» Task statement:
Go through the data below. List every line that holds the word "PAYAMBAR".

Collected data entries
>>

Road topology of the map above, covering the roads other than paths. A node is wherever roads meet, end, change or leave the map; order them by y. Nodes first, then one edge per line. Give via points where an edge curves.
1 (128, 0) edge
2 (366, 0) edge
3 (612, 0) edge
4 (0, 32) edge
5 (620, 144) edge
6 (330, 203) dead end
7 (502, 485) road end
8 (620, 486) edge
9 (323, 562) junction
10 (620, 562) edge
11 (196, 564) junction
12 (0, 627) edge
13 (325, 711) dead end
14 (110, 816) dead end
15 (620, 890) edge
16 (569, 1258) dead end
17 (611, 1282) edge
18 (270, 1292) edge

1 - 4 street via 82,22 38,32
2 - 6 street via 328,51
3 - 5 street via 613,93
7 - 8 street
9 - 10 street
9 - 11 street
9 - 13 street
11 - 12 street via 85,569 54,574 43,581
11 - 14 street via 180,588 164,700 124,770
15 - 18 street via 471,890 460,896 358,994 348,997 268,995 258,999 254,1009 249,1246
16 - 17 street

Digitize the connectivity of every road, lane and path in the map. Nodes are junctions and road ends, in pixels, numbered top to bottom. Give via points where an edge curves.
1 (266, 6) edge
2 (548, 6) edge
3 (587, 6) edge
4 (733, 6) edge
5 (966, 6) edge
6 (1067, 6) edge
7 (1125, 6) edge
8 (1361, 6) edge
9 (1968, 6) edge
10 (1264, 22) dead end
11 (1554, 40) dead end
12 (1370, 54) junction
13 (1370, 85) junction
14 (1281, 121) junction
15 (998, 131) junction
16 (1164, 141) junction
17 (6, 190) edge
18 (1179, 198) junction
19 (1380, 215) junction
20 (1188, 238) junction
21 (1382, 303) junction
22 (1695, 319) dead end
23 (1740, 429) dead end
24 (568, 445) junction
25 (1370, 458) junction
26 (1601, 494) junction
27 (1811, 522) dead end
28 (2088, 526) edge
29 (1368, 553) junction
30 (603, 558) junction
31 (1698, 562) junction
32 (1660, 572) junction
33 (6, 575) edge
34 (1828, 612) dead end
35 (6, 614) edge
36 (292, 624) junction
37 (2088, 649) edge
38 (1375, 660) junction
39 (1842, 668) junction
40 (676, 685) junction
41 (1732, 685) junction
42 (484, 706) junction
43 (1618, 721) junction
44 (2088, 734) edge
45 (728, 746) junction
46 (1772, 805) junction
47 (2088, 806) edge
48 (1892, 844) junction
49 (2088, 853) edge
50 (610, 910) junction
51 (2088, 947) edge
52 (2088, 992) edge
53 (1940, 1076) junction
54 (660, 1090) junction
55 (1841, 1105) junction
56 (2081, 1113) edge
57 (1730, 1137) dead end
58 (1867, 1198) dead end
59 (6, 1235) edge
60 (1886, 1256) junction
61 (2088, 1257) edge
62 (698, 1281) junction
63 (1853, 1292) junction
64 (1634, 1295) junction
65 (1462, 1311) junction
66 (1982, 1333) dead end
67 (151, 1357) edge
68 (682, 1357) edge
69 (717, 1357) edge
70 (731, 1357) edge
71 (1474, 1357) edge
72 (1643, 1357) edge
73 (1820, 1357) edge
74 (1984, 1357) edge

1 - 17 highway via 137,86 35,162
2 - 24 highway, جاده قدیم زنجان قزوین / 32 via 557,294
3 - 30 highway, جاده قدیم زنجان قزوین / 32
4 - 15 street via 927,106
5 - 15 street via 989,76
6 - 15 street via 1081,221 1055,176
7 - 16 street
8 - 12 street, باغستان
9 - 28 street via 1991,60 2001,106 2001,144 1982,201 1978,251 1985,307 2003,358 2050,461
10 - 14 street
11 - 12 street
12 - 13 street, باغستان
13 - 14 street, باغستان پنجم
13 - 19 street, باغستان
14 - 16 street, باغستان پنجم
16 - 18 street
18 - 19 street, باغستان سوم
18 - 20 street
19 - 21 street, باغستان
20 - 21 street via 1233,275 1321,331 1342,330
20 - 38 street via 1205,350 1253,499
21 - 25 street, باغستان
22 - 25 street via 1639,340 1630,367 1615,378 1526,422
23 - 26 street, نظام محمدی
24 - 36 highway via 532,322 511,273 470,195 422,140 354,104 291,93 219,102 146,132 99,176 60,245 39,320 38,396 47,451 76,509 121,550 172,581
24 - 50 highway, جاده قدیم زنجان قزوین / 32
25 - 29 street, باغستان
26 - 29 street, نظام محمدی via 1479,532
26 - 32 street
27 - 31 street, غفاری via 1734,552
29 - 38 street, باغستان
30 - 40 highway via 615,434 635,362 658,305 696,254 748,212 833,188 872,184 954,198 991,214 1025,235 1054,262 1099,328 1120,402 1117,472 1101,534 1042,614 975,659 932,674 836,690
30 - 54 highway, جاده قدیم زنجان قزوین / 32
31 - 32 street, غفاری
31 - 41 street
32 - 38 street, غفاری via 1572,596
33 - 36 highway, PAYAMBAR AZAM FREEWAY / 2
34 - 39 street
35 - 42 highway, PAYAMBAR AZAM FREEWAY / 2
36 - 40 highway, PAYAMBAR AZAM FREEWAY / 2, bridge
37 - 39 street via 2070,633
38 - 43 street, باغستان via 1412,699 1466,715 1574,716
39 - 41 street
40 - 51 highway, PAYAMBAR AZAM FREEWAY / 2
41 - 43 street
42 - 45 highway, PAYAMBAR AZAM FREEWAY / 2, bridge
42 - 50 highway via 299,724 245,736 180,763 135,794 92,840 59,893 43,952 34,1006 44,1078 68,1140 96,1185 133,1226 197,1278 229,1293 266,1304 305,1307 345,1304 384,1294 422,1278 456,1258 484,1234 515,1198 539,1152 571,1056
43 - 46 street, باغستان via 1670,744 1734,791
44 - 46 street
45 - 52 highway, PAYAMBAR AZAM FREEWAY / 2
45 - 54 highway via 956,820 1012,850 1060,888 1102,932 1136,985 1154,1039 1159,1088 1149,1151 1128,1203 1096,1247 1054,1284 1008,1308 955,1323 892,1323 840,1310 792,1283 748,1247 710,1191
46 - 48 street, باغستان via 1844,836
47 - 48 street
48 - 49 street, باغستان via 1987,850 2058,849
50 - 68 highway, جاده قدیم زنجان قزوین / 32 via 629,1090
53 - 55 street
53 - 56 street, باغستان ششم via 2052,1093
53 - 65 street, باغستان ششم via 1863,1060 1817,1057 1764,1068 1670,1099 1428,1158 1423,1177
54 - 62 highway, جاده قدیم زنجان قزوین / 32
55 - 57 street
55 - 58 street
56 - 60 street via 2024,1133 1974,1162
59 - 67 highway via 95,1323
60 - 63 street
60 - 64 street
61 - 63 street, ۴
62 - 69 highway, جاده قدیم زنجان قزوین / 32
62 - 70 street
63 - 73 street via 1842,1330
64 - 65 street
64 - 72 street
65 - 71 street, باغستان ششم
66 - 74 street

<<

» Exercise result:
33 - 36 highway, PAYAMBAR AZAM FREEWAY / 2
35 - 42 highway, PAYAMBAR AZAM FREEWAY / 2
36 - 40 highway, PAYAMBAR AZAM FREEWAY / 2, bridge
40 - 51 highway, PAYAMBAR AZAM FREEWAY / 2
42 - 45 highway, PAYAMBAR AZAM FREEWAY / 2, bridge
45 - 52 highway, PAYAMBAR AZAM FREEWAY / 2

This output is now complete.